Abstract

The introduction provides context for the correspondence of Marianne Angermann-Bielschowsky and the journal entries of her mother, Charlotte Angermann. These autobiographical texts deal with the experiences of Marianne Angermann-Bielschowsky and her husband, the German-Jewish physician Franz Bielschowsky, during the Spanish Civil War in Madrid, and those of her mother in Dresden, Germany in the 1930s and 1940s. Marianne travelled to Madrid in late 1935 to take up a position at the Institute of Medical Research, led by Professor Carlos Jiménez Díaz, at the University of Madrid. She had been preceded by her future husband, Franz, who began collaborating with Jiménez Díaz in late 1933 after he had been dismissed from his post at Freiburg University. When the Spanish Civil War broke out, Marianne and Franz worked at Military Hospital No. 6 at Chamartín de la Rosa in Madrid. At the end of the Spanish conflict they managed to get entry visas for the United Kingdom where they held research positions at Sheffield University under Professor H. Green.

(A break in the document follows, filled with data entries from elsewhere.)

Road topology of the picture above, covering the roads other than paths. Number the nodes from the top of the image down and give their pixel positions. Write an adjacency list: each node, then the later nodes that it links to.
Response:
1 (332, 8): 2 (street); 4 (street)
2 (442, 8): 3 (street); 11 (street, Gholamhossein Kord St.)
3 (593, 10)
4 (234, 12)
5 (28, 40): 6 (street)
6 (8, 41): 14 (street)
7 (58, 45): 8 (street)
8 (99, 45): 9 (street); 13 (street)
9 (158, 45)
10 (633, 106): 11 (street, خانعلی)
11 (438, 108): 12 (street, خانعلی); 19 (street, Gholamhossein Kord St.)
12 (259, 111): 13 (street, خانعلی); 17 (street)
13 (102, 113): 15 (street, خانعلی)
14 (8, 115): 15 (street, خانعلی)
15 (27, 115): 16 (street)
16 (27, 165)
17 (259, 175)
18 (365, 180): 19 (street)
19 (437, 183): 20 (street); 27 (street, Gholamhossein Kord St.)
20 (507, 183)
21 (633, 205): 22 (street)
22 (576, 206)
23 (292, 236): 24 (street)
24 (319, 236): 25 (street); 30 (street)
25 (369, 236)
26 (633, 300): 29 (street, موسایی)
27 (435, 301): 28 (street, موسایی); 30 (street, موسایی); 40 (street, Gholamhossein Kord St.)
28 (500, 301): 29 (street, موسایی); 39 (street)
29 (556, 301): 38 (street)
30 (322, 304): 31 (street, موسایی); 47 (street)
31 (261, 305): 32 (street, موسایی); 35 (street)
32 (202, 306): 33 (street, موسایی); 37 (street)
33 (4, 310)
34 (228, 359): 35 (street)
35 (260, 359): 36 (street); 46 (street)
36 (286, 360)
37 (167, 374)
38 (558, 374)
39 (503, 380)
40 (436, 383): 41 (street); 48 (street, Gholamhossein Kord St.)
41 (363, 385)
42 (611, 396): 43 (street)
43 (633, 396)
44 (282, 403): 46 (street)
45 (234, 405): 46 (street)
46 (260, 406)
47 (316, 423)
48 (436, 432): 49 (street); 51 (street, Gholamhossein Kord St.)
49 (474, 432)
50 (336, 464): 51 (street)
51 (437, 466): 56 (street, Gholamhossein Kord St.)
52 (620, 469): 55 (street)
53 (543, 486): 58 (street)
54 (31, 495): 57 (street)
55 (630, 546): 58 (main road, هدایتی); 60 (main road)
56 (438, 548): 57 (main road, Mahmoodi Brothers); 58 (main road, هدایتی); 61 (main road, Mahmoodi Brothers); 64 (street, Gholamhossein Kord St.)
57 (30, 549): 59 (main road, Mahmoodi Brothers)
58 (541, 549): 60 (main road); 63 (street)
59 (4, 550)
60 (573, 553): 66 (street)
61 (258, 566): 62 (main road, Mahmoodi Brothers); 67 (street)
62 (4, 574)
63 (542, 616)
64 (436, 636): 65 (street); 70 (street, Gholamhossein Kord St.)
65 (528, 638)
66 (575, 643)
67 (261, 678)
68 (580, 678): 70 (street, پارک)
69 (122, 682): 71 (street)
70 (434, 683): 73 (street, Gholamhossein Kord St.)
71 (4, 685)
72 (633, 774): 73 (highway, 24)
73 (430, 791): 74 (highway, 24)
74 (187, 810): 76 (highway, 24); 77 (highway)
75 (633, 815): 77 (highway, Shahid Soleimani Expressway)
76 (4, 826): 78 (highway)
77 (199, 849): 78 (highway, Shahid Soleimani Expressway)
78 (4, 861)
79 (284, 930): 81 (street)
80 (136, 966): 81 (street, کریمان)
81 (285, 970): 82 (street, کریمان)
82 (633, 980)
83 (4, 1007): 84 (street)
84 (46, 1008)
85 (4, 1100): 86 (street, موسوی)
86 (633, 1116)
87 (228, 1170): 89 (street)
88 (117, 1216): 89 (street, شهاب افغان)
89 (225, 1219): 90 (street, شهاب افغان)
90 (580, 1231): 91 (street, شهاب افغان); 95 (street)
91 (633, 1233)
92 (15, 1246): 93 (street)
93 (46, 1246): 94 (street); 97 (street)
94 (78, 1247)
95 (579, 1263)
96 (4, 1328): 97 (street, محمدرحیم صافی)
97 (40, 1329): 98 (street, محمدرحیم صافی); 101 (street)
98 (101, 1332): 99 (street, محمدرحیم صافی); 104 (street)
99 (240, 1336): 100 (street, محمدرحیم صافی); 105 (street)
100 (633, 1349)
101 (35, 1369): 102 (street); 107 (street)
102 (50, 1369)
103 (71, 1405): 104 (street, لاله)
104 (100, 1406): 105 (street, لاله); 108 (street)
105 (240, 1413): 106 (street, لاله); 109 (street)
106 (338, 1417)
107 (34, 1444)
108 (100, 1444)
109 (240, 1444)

Marianne's mother, Charlotte, a pensioner, spent the Second World War in Dresden with her husband, Konrad. Her journal entries record the everyday travails of life on the home front in Nazi Germany. She records what she hears from her friends and family in Germany who had been subjected to the Allies' Area Bombing Campaign and she writes of her own experiences of the bombing of Dresden in February 1945. The Soviet occupation of Dresden in 1945 and early 1946 forms another strand in her entries.